▸ Exercise materials
"""

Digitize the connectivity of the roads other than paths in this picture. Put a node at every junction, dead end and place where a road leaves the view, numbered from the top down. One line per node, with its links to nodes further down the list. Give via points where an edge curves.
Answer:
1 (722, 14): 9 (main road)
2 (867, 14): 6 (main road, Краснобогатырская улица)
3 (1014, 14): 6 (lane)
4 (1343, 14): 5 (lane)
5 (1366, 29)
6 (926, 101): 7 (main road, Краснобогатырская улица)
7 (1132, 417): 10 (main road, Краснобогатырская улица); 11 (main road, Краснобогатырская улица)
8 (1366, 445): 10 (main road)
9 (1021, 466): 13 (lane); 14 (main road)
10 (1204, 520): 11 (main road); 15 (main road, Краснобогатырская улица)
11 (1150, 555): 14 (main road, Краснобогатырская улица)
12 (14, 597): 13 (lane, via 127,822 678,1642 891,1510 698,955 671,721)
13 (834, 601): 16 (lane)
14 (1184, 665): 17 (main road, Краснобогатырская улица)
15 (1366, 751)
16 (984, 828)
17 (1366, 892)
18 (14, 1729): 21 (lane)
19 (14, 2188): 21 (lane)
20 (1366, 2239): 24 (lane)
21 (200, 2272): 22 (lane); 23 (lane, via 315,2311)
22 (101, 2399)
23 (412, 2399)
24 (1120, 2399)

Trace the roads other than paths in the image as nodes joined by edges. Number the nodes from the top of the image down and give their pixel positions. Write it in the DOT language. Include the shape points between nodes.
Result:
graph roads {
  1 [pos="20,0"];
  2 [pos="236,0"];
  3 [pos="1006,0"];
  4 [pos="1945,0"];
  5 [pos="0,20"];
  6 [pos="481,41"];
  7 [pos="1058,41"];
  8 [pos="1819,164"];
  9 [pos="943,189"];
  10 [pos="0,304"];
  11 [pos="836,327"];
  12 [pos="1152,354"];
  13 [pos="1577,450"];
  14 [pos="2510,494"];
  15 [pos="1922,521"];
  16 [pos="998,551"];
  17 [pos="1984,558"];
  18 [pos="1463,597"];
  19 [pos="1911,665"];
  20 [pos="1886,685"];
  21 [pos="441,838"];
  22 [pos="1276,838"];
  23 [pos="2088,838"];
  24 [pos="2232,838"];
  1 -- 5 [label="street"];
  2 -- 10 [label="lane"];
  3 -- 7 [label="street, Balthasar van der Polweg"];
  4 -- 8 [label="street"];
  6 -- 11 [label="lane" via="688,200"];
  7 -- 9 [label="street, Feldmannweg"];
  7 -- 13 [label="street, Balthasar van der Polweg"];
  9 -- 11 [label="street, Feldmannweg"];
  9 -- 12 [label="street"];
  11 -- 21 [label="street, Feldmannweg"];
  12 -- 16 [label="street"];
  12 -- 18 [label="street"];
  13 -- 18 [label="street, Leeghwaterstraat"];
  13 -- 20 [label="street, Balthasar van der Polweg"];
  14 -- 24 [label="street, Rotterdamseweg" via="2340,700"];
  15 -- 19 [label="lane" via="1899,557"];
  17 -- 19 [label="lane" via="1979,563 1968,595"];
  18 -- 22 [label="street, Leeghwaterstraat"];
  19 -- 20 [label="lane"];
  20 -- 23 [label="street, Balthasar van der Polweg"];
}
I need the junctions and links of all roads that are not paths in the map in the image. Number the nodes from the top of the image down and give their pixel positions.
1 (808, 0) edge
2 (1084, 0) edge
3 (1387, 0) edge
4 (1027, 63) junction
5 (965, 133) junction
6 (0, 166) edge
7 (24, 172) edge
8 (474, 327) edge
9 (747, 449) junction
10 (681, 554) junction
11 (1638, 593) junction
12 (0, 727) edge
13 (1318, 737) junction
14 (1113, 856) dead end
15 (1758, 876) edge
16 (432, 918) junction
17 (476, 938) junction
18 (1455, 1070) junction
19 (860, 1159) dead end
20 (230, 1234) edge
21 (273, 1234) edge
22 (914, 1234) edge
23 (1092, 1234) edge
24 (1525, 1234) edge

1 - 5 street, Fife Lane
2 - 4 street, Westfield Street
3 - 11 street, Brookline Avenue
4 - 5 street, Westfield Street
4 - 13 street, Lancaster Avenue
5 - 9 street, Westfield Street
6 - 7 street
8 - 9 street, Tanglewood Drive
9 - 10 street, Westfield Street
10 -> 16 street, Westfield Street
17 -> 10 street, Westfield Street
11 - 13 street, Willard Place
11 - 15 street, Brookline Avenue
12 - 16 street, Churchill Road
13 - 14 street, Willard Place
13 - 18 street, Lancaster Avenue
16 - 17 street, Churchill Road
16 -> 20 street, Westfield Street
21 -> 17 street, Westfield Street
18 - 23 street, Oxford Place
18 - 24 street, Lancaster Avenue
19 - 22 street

"""

▸ What is being asked
Determine how many lines of the material hold "Churchill", and respond with that number only.

▸ Answer section
2